Policía intenta resolver grave caso que involucra a agentes PNP
La investigación por el robo de armas a dos agentes de la Policía Nacional reveló nuevos detalles. El jefe de la Región Policial Arequipa, general PNP Antonio La Madrid, señaló que las pesquisas apuntan a que el armamento no iba a permanecer en manos de los delincuentes que ejecutaron el atraco, sino que sería vendido a organizaciones dedicadas al tráfico de terrenos en el Cono Norte de la ciudad.
La hipótesis surge a partir de las diligencias desarrolladas por la Divincri y las manifestaciones obtenidas durante la investigación. Aunque evitó revelar la identidad de los presuntos compradores para no afectar el proceso, sostuvo que existen elementos que vinculan el destino de las armas con mafias dedicadas a la usurpación ilegal de predios.
El caso se originó tras la denuncia formulada por dos suboficiales de la comisaría Andrés Avelino Cáceres, quienes aseguraron haber sido sorprendidos por delincuentes que les arrebataron un fusil AKM y dos pistolas mientras permanecían dentro de un patrullero en el distrito de Hunter. Sin embargo, desde un inicio la versión despertó sospechas debido a que los agentes se encontraban estacionados en un lugar que no correspondía a su ruta de patrullaje.
Además, los dos suboficiales, Leonardo Lastarria Llasa y Junior Abdón Pineda del Pino, continúan siendo investigados por Inspectoría de la Policía y el Ministerio Público. Las autoridades también investigan si parte del armamento recuperado tenía como destino otras organizaciones delictivas fuera de Arequipa, entre ellas grupos vinculados a la minería ilegal en el sur del país.

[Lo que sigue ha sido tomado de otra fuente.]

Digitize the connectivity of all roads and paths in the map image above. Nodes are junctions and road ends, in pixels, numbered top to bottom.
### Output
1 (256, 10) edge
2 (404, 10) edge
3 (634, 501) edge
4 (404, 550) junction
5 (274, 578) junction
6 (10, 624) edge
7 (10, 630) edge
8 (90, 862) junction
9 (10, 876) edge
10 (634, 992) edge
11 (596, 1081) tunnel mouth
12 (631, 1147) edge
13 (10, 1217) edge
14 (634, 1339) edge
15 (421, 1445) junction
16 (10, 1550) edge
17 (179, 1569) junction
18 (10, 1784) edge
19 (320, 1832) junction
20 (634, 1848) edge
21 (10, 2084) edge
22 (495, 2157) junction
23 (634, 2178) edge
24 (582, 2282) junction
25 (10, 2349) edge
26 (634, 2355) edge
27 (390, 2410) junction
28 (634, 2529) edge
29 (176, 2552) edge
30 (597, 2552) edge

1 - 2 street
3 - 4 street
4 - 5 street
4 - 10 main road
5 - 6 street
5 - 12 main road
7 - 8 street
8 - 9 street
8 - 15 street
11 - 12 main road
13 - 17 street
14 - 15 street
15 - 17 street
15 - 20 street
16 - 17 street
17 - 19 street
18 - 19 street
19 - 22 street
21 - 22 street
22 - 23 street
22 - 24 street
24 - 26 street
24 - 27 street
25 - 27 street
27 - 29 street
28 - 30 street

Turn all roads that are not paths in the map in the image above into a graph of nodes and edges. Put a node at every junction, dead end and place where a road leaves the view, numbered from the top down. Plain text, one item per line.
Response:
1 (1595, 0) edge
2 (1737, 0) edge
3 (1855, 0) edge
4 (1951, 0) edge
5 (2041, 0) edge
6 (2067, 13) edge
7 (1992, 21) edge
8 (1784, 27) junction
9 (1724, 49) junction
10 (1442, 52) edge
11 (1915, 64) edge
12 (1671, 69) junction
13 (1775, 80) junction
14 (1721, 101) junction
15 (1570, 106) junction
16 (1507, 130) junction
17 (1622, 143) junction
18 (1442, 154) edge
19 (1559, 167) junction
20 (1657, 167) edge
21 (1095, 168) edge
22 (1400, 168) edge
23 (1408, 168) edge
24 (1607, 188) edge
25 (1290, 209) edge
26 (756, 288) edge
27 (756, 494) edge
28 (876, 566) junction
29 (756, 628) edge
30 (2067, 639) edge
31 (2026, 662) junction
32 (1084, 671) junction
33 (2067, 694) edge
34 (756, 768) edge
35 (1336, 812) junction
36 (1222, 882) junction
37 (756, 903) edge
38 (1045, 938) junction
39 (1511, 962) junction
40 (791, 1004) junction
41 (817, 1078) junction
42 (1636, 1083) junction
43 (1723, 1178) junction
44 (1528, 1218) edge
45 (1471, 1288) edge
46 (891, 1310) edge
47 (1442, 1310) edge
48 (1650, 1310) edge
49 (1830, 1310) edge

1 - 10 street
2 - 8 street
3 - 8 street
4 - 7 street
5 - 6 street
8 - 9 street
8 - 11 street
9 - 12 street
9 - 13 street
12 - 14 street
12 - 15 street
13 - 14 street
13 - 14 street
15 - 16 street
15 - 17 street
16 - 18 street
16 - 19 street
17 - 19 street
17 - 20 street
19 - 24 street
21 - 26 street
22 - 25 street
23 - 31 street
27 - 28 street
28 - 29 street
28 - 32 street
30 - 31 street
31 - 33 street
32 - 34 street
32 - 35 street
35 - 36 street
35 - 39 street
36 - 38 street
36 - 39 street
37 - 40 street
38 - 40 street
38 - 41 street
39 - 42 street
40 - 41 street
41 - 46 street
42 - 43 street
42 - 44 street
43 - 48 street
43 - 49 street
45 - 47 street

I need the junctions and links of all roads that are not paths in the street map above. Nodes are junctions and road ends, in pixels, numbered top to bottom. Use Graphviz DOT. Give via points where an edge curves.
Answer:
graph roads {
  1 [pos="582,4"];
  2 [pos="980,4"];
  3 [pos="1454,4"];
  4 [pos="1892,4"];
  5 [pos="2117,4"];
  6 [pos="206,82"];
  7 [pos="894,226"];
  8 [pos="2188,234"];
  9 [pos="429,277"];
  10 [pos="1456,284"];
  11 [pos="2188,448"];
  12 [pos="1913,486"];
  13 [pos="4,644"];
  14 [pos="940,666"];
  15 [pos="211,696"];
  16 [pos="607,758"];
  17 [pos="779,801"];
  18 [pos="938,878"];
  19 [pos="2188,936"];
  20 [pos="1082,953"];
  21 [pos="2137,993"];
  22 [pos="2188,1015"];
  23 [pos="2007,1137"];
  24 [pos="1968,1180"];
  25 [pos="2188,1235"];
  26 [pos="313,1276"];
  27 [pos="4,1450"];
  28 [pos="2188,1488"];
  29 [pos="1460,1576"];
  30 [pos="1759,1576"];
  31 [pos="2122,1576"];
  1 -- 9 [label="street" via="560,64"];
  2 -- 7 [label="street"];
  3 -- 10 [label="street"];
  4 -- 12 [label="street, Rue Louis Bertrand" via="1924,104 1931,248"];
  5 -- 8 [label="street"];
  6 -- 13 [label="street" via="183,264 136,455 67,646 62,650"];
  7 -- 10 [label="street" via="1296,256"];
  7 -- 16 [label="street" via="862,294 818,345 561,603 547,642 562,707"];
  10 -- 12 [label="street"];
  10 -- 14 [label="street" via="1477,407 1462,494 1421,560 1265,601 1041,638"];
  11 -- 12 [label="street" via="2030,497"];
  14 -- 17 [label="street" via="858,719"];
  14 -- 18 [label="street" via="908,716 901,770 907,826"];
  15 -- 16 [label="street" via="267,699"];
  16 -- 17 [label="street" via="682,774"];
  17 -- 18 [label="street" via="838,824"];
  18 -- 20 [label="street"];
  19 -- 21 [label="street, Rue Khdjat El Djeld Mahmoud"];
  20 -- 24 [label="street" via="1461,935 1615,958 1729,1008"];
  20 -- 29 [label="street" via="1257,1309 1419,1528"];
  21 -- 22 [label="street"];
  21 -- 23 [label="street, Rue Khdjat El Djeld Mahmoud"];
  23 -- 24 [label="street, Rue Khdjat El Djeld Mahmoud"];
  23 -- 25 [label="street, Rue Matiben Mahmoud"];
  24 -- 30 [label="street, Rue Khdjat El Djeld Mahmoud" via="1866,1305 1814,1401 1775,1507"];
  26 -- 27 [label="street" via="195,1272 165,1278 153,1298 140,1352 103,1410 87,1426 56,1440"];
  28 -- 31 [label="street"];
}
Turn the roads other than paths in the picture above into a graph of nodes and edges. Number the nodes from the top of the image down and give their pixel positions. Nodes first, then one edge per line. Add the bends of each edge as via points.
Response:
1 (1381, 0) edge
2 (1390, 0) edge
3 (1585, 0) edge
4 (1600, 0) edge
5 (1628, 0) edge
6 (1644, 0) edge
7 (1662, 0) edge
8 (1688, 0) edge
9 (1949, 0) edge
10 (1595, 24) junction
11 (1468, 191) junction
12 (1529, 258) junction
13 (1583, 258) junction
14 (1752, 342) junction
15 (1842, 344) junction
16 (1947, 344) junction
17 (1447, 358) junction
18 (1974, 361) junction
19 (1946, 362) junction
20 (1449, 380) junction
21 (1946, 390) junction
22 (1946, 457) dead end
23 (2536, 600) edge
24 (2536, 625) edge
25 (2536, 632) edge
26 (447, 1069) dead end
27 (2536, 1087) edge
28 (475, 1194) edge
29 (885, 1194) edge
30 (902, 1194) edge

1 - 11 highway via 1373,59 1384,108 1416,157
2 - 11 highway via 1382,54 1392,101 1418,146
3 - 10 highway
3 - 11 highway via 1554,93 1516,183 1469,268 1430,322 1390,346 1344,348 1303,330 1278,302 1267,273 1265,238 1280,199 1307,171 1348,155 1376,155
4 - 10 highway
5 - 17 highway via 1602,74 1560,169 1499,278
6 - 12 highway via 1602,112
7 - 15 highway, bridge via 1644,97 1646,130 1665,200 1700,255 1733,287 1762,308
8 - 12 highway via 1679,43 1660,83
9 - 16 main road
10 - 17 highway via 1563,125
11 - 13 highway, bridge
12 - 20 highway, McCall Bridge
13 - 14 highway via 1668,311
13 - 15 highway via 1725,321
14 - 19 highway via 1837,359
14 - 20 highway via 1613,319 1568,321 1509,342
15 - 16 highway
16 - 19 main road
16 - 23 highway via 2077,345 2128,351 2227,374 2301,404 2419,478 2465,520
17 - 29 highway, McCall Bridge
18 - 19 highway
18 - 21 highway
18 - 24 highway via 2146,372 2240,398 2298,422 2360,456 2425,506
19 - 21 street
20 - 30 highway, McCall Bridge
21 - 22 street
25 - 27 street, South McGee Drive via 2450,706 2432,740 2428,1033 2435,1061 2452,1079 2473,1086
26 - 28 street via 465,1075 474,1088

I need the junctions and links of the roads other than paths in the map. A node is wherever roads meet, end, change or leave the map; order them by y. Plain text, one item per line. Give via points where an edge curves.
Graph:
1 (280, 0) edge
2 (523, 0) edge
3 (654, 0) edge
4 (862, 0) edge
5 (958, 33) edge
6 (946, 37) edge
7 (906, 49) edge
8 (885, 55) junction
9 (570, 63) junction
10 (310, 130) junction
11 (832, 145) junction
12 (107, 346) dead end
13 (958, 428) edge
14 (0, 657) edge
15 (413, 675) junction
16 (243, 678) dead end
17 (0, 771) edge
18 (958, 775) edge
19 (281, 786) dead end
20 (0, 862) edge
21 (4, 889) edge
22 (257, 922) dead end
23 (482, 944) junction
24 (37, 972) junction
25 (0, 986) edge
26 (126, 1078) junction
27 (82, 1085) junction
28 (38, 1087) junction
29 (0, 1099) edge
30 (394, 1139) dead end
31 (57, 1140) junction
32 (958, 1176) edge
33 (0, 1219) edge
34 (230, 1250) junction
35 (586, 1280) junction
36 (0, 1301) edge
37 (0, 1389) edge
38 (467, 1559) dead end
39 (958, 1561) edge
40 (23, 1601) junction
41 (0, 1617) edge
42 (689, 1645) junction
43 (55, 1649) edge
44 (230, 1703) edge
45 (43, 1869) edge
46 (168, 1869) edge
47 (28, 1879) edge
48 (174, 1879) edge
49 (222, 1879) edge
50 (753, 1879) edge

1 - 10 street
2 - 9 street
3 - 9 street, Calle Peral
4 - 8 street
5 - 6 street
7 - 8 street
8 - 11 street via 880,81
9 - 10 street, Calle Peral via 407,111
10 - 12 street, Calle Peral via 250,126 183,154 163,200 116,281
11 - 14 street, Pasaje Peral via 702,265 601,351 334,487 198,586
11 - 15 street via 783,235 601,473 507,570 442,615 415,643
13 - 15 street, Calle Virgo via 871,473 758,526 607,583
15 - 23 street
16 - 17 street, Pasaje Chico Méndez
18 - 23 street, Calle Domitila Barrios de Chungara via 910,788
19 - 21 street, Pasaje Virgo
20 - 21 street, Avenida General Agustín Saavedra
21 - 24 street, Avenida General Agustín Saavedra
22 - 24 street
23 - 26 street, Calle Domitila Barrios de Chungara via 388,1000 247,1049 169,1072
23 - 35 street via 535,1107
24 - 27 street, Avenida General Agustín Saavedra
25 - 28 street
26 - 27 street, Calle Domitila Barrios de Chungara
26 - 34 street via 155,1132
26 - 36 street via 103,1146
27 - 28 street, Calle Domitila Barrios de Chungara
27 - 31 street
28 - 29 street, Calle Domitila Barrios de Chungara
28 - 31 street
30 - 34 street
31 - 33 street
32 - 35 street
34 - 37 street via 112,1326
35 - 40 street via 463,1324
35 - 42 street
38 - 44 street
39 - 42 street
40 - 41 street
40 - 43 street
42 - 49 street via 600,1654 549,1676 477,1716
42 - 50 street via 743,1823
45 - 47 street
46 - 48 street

Aunque el fusil AKM y las dos pistolas ya fueron recuperados por los agentes del orden tras un operativo de inteligencia, las diligencias continúan para identificar a toda la red criminal y establecer quiénes planificaron el robo, quienes pretendían comprar las armas y cuál fue el verdadero papel que desempeñaron los policías ahora bajo investigación.
Dato
La Policía Nacional también investiga contactos de los agentes con bandas criminales vinculadas a minería ilegal.